▶ **EXCERPTED RECORDS**
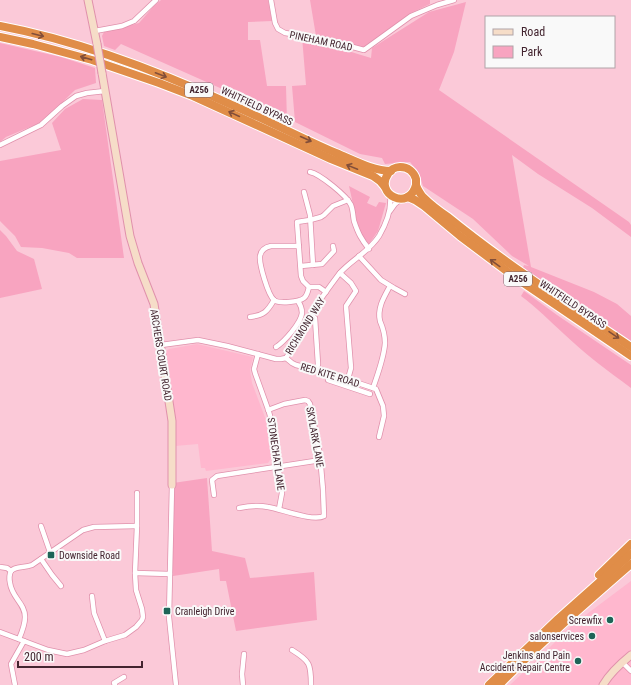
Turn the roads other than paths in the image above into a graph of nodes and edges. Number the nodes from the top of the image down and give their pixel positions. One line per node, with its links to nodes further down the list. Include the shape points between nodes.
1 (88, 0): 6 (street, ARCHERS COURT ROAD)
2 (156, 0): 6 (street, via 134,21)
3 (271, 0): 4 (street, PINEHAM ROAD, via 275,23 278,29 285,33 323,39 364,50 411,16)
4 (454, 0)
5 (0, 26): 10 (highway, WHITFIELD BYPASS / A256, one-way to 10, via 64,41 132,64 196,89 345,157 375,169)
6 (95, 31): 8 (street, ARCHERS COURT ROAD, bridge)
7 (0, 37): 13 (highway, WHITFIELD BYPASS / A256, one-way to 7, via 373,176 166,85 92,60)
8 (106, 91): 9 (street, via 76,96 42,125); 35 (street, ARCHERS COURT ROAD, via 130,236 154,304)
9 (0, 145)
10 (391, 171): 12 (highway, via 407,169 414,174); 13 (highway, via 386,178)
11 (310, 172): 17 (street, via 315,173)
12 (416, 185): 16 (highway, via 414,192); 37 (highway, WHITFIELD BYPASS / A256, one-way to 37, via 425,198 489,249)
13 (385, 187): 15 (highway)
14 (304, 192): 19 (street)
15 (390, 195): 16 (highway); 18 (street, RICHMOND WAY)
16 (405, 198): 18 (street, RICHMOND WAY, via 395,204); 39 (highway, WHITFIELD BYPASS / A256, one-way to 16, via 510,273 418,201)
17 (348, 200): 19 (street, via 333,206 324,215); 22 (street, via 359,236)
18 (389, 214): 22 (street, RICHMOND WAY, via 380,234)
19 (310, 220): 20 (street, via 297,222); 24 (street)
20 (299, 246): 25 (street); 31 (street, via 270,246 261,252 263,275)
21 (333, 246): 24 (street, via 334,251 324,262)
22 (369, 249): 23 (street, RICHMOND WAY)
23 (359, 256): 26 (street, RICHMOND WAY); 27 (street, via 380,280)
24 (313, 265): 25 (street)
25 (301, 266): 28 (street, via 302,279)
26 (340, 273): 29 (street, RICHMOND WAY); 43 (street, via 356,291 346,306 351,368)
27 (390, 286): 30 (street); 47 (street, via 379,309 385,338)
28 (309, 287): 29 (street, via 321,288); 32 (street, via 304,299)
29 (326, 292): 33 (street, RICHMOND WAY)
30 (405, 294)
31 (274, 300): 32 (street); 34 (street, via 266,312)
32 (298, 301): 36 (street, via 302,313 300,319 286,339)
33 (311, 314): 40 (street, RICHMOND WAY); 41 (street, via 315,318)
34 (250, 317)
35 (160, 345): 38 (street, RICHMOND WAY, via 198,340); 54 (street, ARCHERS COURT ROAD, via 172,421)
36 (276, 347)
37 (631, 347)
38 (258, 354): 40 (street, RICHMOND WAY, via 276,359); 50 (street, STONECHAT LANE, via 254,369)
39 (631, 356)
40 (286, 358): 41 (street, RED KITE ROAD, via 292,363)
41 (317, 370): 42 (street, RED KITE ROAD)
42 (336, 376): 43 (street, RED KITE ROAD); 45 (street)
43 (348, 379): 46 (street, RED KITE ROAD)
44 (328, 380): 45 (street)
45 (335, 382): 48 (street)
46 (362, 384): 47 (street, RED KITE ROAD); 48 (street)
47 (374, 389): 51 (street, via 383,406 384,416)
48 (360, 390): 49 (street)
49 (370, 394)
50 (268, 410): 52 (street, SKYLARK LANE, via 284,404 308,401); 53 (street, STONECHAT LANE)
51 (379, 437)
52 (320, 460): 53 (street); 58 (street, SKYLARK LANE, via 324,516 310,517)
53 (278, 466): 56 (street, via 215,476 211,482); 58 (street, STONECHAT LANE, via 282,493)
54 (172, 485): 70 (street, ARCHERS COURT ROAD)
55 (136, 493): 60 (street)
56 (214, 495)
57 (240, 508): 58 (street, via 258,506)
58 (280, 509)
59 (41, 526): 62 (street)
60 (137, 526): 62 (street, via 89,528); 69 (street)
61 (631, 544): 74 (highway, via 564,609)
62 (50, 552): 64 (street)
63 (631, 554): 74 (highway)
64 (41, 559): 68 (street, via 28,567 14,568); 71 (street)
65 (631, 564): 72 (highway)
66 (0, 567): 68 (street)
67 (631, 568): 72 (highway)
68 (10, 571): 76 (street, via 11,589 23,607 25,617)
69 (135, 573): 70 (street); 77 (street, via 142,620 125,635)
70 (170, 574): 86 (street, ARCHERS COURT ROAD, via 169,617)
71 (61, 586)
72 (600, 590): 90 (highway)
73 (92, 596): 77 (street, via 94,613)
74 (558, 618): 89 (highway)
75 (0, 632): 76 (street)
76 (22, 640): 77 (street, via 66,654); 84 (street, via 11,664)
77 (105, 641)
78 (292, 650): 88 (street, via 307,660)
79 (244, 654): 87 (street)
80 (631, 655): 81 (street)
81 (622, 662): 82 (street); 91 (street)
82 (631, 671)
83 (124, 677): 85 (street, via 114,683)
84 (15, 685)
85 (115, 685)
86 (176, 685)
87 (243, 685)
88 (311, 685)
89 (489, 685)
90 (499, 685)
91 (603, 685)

▶ **WHAT TO DO**
Write all the lines above out again exactly, minus the images.

▶ **REPLY TO THE TASK**
Turn the roads other than paths in the image above into a graph of nodes and edges. Number the nodes from the top of the image down and give their pixel positions. One line per node, with its links to nodes further down the list. Include the shape points between nodes.
1 (88, 0): 6 (street, ARCHERS COURT ROAD)
2 (156, 0): 6 (street, via 134,21)
3 (271, 0): 4 (street, PINEHAM ROAD, via 275,23 278,29 285,33 323,39 364,50 411,16)
4 (454, 0)
5 (0, 26): 10 (highway, WHITFIELD BYPASS / A256, one-way to 10, via 64,41 132,64 196,89 345,157 375,169)
6 (95, 31): 8 (street, ARCHERS COURT ROAD, bridge)
7 (0, 37): 13 (highway, WHITFIELD BYPASS / A256, one-way to 7, via 373,176 166,85 92,60)
8 (106, 91): 9 (street, via 76,96 42,125); 35 (street, ARCHERS COURT ROAD, via 130,236 154,304)
9 (0, 145)
10 (391, 171): 12 (highway, via 407,169 414,174); 13 (highway, via 386,178)
11 (310, 172): 17 (street, via 315,173)
12 (416, 185): 16 (highway, via 414,192); 37 (highway, WHITFIELD BYPASS / A256, one-way to 37, via 425,198 489,249)
13 (385, 187): 15 (highway)
14 (304, 192): 19 (street)
15 (390, 195): 16 (highway); 18 (street, RICHMOND WAY)
16 (405, 198): 18 (street, RICHMOND WAY, via 395,204); 39 (highway, WHITFIELD BYPASS / A256, one-way to 16, via 510,273 418,201)
17 (348, 200): 19 (street, via 333,206 324,215); 22 (street, via 359,236)
18 (389, 214): 22 (street, RICHMOND WAY, via 380,234)
19 (310, 220): 20 (street, via 297,222); 24 (street)
20 (299, 246): 25 (street); 31 (street, via 270,246 261,252 263,275)
21 (333, 246): 24 (street, via 334,251 324,262)
22 (369, 249): 23 (street, RICHMOND WAY)
23 (359, 256): 26 (street, RICHMOND WAY); 27 (street, via 380,280)
24 (313, 265): 25 (street)
25 (301, 266): 28 (street, via 302,279)
26 (340, 273): 29 (street, RICHMOND WAY); 43 (street, via 356,291 346,306 351,368)
27 (390, 286): 30 (street); 47 (street, via 379,309 385,338)
28 (309, 287): 29 (street, via 321,288); 32 (street, via 304,299)
29 (326, 292): 33 (street, RICHMOND WAY)
30 (405, 294)
31 (274, 300): 32 (street); 34 (street, via 266,312)
32 (298, 301): 36 (street, via 302,313 300,319 286,339)
33 (311, 314): 40 (street, RICHMOND WAY); 41 (street, via 315,318)
34 (250, 317)
35 (160, 345): 38 (street, RICHMOND WAY, via 198,340); 54 (street, ARCHERS COURT ROAD, via 172,421)
36 (276, 347)
37 (631, 347)
38 (258, 354): 40 (street, RICHMOND WAY, via 276,359); 50 (street, STONECHAT LANE, via 254,369)
39 (631, 356)
40 (286, 358): 41 (street, RED KITE ROAD, via 292,363)
41 (317, 370): 42 (street, RED KITE ROAD)
42 (336, 376): 43 (street, RED KITE ROAD); 45 (street)
43 (348, 379): 46 (street, RED KITE ROAD)
44 (328, 380): 45 (street)
45 (335, 382): 48 (street)
46 (362, 384): 47 (street, RED KITE ROAD); 48 (street)
47 (374, 389): 51 (street, via 383,406 384,416)
48 (360, 390): 49 (street)
49 (370, 394)
50 (268, 410): 52 (street, SKYLARK LANE, via 284,404 308,401); 53 (street, STONECHAT LANE)
51 (379, 437)
52 (320, 460): 53 (street); 58 (street, SKYLARK LANE, via 324,516 310,517)
53 (278, 466): 56 (street, via 215,476 211,482); 58 (street, STONECHAT LANE, via 282,493)
54 (172, 485): 70 (street, ARCHERS COURT ROAD)
55 (136, 493): 60 (street)
56 (214, 495)
57 (240, 508): 58 (street, via 258,506)
58 (280, 509)
59 (41, 526): 62 (street)
60 (137, 526): 62 (street, via 89,528); 69 (street)
61 (631, 544): 74 (highway, via 564,609)
62 (50, 552): 64 (street)
63 (631, 554): 74 (highway)
64 (41, 559): 68 (street, via 28,567 14,568); 71 (street)
65 (631, 564): 72 (highway)
66 (0, 567): 68 (street)
67 (631, 568): 72 (highway)
68 (10, 571): 76 (street, via 11,589 23,607 25,617)
69 (135, 573): 70 (street); 77 (street, via 142,620 125,635)
70 (170, 574): 86 (street, ARCHERS COURT ROAD, via 169,617)
71 (61, 586)
72 (600, 590): 90 (highway)
73 (92, 596): 77 (street, via 94,613)
74 (558, 618): 89 (highway)
75 (0, 632): 76 (street)
76 (22, 640): 77 (street, via 66,654); 84 (street, via 11,664)
77 (105, 641)
78 (292, 650): 88 (street, via 307,660)
79 (244, 654): 87 (street)
80 (631, 655): 81 (street)
81 (622, 662): 82 (street); 91 (street)
82 (631, 671)
83 (124, 677): 85 (street, via 114,683)
84 (15, 685)
85 (115, 685)
86 (176, 685)
87 (243, 685)
88 (311, 685)
89 (489, 685)
90 (499, 685)
91 (603, 685)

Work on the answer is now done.